The partial dependence plot displays the probability for a certain class given different values of the feature. It is a global method: it takes into account all instances and makes a statement about the global relationship of a feature with the predicted outcome. [Credits: Interpretable Machine Learning]
A partial dependence plot gives you an idea of how the model responds to a particular feature. It can show whether the relationship between the target and a feature is linear, monotonic or more complex. For example, the plot can show a monotonically growing influence of Square Meters on the house price (that's good). Or you can spot a weird situation when spending more money is better for your credit scoring - trust me, it happens.
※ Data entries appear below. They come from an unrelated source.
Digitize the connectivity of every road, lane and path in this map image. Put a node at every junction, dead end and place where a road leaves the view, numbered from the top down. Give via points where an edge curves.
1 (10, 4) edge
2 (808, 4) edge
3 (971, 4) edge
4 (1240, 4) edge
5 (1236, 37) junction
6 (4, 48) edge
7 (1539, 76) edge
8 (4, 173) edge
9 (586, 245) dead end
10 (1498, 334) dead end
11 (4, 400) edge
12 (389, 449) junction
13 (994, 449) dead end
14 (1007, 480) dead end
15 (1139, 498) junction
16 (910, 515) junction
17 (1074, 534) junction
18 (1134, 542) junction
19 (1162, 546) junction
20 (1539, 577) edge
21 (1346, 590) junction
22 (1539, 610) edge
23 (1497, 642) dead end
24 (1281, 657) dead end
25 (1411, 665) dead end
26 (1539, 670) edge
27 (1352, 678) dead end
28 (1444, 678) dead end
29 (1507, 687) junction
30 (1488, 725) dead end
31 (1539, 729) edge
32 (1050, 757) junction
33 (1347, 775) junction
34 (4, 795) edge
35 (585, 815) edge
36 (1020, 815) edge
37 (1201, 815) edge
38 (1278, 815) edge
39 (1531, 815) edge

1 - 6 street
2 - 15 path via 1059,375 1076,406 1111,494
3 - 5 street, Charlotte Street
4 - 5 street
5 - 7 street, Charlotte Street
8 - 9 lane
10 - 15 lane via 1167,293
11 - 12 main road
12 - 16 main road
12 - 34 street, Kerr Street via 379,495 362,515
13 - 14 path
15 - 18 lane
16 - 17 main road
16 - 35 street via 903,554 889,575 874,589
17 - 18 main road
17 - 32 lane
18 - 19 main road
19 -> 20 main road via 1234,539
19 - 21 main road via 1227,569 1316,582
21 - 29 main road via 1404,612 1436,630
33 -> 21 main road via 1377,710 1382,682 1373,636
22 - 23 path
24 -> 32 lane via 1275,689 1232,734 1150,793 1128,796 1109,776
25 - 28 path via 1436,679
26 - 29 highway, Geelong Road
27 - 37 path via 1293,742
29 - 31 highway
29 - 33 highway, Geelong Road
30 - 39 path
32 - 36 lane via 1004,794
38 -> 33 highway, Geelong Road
Partial dependence plot is a global method because it does not focus on specific instances but on an overall average. The equivalent of PDP for single observations is called Individual Conditional Expectation (ICE) plot. ICE plots draw one line per instance, representing how the instance's prediction changes when the feature changes.
Fig. 2 - Partial Dependence Plot (the bold line) with Individual Conditional Expectations. Credits: https://github.com/SauceCat/PDPbox
Being a global average, PDP can fail to capture heterogeneous relationships that come from the interaction between features. It's often good to equip your Partial Dependence Plot with ICE lines to gain a lot more insight.
One of the latest and most promising approaches to local analysis is Shapley Additive exPlanations. It aims to answer the question Why did the model make that specific decision for an instance? SHAP assigns each feature an importance value for a particular prediction.
Before production, you can deploy your model in a test environment and submit data from, say, a holdout test set. Computing SHAP values for the observation in that test set can represent an interesting approximation of how the features will influence the model outputs in production. In this case, I strongly recommend extracting the test set "out of time", that is, the more recent observations being the holdout data.
Interpretable decisions from ML models is already an important demand to apply them in the real world.
In many critical ML applications, the solution has been to consider only inherently interpretable algorithms - such as linear models. Those algorithms, incapable of capturing fine-grained patterns specific to the training dataset, are going to capture only general trends. Trends that are easily interpretable and matched against domain knowledge and intuition.
Interpretable tools offer us an alternative: use a powerful algorithm, let it capture any pattern and then use your human expertise to remove undesirable ones. Among all the many possible models, choose the one that tells the right story about the data.
When you have interpretable results out of your trained model, you can exploit this interpretability. The outputs of the tools described above can constitute a brief report that a business person understands. After all, you need to explain to your boss why your model works so well. Interpretable models are probably going to lead your boss and all stakeholders to better business decisions.
Sometimes people say that only ML practitioners in highly regulated applications should bother about interpretability. I think the opposite: every ML practitioner should use interpretability as an additional tool to build better models.